═════ Data for this task
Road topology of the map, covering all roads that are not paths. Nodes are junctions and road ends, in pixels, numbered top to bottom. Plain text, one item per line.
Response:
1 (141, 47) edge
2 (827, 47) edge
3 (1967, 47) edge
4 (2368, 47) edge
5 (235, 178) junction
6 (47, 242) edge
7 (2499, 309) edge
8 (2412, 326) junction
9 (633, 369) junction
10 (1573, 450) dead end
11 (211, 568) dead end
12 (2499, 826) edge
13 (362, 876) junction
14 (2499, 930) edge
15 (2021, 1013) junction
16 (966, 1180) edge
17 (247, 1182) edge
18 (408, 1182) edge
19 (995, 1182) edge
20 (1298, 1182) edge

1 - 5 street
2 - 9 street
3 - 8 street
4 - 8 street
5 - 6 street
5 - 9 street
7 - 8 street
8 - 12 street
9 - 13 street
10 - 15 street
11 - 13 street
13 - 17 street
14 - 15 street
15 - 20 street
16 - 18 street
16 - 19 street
══════════
*Action item*: Give a word-for-word copy of the records.

*Response for this exercise*:
Road topology of the map, covering all roads that are not paths. Nodes are junctions and road ends, in pixels, numbered top to bottom. Plain text, one item per line.
Response:
1 (141, 47) edge
2 (827, 47) edge
3 (1967, 47) edge
4 (2368, 47) edge
5 (235, 178) junction
6 (47, 242) edge
7 (2499, 309) edge
8 (2412, 326) junction
9 (633, 369) junction
10 (1573, 450) dead end
11 (211, 568) dead end
12 (2499, 826) edge
13 (362, 876) junction
14 (2499, 930) edge
15 (2021, 1013) junction
16 (966, 1180) edge
17 (247, 1182) edge
18 (408, 1182) edge
19 (995, 1182) edge
20 (1298, 1182) edge

1 - 5 street
2 - 9 street
3 - 8 street
4 - 8 street
5 - 6 street
5 - 9 street
7 - 8 street
8 - 12 street
9 - 13 street
10 - 15 street
11 - 13 street
13 - 17 street
14 - 15 street
15 - 20 street
16 - 18 street
16 - 19 street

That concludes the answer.